Coalitions are “re-mixing” what “420” means to youth, changing the perception that marijuana is not harmful, and are re-claiming April 20th from an unofficial marijuana smokers’ “holiday.”
This post originally appeared on CADCA Community Anti-Drug Coalitions of America
The most widely accepted theory of “420’s” origination is that in the 1970s, high school-age stoners in Northern California congregated at 4:20 p.m. daily. “420” has evolved into an unofficial marijuana holiday.
Rather than celebrating such a “holiday,” coalition members want parents to speak openly about the harm of marijuana use with their kids and change the social norm amongst all ages. They want to reclaim the day.
Recognizing that the legalization of a commercial marijuana industry in Washington state has a significant impact on shaping the social norms that influence a youth decision to use, a coalition member requested the governor proclaim 420 “Talk With Your Kids About NOT Using Marijuana Day” in Washington state. In response to that, agencies are planning a social media campaign and other activities through community coalitions based on this proclamation leading up to 420.
“Now signed by Gov. Jay Inslee, this proclamation not only points out several risk factors about underage marijuana use, but gives parents a legitimate tool to push back on constructs like 420 that would otherwise encourage and normalize marijuana use,” said Derek Franklin, Project Director, Mercer Island Communities That Care Coalition on Mercer Island, Wash.

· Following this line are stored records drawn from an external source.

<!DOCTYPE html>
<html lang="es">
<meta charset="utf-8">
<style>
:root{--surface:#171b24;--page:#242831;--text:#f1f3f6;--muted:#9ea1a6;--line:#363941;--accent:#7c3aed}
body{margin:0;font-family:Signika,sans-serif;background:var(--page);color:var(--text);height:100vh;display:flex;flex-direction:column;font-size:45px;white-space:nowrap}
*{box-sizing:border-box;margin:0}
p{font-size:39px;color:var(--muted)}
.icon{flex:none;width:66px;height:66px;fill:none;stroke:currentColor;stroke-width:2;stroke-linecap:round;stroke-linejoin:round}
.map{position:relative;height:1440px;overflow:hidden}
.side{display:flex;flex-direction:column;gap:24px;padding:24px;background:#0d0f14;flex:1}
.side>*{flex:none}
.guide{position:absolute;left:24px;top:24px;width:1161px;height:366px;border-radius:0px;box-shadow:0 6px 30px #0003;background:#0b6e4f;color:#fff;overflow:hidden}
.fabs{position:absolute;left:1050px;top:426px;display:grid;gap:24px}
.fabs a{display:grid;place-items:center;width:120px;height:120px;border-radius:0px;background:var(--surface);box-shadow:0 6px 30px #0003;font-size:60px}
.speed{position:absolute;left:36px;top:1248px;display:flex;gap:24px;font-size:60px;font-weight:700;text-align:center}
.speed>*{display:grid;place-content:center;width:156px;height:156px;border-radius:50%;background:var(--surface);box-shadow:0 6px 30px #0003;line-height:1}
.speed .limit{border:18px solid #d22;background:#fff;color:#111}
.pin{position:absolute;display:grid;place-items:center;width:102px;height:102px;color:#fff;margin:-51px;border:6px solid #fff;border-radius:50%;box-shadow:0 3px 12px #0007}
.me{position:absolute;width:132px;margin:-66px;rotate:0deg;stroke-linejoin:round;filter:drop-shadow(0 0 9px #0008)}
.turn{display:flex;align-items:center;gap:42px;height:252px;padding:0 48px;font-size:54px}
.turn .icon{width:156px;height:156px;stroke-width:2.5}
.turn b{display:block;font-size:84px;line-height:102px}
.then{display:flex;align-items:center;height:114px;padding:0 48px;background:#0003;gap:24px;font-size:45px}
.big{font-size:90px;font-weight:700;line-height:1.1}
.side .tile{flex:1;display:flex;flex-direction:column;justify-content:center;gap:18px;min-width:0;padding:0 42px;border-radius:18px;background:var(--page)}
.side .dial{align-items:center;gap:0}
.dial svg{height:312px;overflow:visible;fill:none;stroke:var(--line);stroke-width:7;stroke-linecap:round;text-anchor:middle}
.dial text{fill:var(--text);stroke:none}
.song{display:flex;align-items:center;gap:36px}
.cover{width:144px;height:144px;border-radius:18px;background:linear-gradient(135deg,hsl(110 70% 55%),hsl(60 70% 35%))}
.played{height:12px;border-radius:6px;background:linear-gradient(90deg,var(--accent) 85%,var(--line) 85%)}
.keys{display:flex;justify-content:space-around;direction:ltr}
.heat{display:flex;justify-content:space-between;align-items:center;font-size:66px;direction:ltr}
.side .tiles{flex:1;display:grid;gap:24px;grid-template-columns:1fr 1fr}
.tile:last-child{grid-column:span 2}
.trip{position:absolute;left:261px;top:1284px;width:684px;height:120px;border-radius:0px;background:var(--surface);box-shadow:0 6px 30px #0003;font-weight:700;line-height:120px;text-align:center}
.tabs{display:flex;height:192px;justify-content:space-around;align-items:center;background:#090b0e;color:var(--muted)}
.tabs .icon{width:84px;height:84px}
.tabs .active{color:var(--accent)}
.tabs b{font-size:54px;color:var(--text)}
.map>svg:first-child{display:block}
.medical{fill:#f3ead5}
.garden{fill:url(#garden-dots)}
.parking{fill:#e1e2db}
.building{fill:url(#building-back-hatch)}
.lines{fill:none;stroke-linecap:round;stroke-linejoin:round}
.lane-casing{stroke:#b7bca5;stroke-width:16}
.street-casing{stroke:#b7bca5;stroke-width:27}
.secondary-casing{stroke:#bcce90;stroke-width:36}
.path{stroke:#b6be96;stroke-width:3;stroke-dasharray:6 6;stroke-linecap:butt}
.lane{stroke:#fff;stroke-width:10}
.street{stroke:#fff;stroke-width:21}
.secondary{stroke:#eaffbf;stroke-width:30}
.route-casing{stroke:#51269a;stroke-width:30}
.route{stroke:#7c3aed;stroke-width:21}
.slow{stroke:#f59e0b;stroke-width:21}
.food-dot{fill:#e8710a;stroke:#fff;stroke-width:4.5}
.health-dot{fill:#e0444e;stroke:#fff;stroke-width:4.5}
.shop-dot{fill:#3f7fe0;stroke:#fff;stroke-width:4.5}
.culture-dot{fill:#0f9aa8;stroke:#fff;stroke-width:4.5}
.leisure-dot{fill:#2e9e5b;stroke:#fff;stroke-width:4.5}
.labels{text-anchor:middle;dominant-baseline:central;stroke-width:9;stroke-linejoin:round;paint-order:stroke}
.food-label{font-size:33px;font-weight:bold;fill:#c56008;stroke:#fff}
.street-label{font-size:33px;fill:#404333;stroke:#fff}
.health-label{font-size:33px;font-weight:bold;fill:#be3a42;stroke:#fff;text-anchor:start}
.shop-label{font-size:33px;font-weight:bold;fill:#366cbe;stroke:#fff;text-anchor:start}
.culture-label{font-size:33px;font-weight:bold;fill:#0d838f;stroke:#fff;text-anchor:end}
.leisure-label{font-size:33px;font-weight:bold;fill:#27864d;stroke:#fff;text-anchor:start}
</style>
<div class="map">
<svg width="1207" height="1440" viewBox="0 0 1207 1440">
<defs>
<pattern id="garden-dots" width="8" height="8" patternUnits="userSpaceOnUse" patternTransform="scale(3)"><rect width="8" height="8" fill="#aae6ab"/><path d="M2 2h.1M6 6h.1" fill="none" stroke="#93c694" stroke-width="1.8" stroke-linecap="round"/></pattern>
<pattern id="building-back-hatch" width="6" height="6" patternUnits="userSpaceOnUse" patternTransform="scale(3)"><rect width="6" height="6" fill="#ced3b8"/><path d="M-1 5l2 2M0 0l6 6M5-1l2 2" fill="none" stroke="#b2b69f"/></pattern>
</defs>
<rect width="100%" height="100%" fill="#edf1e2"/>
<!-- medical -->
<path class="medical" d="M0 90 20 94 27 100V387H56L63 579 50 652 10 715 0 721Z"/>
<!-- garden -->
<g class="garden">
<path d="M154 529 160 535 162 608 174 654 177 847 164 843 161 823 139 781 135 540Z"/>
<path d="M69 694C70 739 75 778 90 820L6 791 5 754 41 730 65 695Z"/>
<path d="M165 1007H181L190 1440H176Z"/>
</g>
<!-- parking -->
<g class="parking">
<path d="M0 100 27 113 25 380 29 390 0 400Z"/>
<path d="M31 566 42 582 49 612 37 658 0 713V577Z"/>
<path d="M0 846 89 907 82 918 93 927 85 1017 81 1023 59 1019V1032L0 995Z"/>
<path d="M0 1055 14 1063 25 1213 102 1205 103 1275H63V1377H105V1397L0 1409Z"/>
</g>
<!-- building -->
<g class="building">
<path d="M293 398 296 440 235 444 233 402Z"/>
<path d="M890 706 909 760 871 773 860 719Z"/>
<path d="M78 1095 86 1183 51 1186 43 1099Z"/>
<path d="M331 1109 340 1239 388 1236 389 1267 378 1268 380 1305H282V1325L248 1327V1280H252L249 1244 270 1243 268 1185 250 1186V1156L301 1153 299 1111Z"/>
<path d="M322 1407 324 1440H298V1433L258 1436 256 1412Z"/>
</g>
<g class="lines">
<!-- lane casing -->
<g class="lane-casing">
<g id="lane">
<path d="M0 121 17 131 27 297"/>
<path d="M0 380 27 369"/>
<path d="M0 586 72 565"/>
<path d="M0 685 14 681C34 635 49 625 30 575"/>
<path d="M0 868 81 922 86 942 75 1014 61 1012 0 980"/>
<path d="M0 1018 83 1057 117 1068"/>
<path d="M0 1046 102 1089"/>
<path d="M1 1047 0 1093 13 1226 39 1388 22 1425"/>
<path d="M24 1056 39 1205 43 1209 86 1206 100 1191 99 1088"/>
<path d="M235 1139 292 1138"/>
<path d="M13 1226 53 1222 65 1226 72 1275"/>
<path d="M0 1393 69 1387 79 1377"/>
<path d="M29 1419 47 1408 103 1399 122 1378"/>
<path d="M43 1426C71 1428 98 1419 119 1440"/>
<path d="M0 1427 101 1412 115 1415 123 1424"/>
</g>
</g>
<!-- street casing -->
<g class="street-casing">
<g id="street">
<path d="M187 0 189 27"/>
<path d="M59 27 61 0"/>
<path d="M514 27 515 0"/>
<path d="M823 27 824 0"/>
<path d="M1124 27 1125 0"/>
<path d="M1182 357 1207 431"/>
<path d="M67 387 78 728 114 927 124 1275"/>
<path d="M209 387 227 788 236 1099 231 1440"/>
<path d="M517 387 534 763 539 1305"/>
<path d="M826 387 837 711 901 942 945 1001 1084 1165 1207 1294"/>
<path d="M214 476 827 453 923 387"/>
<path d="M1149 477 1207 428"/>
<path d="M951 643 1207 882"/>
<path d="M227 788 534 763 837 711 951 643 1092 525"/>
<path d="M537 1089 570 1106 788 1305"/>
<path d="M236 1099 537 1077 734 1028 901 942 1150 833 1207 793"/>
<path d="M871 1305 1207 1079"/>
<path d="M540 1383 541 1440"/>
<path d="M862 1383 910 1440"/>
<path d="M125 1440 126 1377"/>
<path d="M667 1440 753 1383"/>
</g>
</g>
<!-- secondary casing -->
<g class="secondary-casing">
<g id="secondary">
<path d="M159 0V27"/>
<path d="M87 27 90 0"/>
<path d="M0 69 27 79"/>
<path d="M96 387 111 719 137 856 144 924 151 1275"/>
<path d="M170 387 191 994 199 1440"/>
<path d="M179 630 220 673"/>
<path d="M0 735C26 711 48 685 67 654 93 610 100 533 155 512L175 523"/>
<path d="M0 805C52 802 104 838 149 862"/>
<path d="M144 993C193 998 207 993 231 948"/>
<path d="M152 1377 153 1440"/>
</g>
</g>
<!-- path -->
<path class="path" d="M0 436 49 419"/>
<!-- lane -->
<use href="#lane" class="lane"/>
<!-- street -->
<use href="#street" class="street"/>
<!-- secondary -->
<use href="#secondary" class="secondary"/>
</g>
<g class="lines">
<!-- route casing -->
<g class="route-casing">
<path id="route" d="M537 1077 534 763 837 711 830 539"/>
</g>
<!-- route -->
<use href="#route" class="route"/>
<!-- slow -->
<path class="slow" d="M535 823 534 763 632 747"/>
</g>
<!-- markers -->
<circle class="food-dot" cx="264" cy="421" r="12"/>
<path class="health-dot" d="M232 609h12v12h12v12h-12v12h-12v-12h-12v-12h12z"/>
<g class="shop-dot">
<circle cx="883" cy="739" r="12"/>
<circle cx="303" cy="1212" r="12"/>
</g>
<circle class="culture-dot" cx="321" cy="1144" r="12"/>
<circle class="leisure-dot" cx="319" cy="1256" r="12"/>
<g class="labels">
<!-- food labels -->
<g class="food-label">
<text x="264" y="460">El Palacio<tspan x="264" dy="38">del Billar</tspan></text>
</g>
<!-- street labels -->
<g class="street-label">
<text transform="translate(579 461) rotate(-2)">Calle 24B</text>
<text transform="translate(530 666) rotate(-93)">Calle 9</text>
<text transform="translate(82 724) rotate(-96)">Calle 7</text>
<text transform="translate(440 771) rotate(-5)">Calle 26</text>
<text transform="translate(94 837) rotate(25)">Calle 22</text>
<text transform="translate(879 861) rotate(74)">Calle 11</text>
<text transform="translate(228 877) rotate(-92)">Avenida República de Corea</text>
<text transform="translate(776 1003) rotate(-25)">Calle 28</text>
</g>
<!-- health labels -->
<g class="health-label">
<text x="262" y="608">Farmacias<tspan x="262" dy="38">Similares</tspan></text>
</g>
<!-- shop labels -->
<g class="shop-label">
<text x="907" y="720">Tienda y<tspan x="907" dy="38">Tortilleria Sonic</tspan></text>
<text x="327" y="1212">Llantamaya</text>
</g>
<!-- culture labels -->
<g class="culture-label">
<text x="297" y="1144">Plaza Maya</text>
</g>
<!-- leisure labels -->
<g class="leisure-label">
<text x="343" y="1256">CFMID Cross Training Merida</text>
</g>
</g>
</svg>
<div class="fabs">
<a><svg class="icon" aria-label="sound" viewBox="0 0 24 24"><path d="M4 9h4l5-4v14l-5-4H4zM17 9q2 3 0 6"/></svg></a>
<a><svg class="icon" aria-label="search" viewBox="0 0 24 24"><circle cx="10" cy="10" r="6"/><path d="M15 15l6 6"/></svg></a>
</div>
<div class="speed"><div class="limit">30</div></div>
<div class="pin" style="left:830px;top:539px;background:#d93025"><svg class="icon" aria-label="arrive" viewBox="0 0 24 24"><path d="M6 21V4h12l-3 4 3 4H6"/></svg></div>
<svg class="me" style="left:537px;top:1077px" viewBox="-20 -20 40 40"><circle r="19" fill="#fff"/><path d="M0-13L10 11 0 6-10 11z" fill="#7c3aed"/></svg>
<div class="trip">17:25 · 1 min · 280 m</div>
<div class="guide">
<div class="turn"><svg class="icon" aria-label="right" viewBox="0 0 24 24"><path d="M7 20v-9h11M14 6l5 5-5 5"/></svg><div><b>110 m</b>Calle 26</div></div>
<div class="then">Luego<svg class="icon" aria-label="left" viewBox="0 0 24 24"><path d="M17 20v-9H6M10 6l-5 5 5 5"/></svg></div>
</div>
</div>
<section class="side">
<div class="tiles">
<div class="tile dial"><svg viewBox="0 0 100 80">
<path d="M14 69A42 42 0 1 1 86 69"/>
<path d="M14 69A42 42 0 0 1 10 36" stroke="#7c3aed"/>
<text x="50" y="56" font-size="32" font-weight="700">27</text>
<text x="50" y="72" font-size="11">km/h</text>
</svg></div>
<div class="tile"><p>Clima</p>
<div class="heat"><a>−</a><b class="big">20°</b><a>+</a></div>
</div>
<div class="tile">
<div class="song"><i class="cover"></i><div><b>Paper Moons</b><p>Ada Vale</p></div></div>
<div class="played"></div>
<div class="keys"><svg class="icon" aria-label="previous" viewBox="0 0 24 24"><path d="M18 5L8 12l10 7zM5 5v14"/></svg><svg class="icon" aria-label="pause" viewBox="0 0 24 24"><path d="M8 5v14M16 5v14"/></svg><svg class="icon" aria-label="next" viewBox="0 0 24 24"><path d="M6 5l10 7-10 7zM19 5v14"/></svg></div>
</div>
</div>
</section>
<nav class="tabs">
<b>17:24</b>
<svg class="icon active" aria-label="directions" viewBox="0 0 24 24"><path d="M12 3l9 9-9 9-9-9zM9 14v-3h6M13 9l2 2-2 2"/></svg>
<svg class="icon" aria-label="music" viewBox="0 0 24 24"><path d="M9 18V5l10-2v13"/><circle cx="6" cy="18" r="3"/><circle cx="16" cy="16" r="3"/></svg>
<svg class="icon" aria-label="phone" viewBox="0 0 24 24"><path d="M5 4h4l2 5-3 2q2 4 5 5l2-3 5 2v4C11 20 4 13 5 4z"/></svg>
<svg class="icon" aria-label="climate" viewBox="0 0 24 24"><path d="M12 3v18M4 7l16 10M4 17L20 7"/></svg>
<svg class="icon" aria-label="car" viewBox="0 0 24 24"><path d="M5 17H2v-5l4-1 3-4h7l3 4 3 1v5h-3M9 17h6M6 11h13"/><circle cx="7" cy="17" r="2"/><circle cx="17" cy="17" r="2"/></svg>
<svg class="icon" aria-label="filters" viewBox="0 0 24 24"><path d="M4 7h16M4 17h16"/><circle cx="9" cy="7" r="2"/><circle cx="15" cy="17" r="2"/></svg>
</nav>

Other communities across the country are participating in anti-420 activities. The North Coastal Prevention Coalition in Southern California will hold an annual social media campaign and an event for 6th through 9th graders called “420 Remix, A Celebration of Sober and Drug-Free Life Choices” at a local amusement park. New this year to the mix is a public service announcement contest that the coalition is holding to engage youth in developing messages for their peers to increase youth perception of harm from marijuana use, and decrease marijuana use by youth.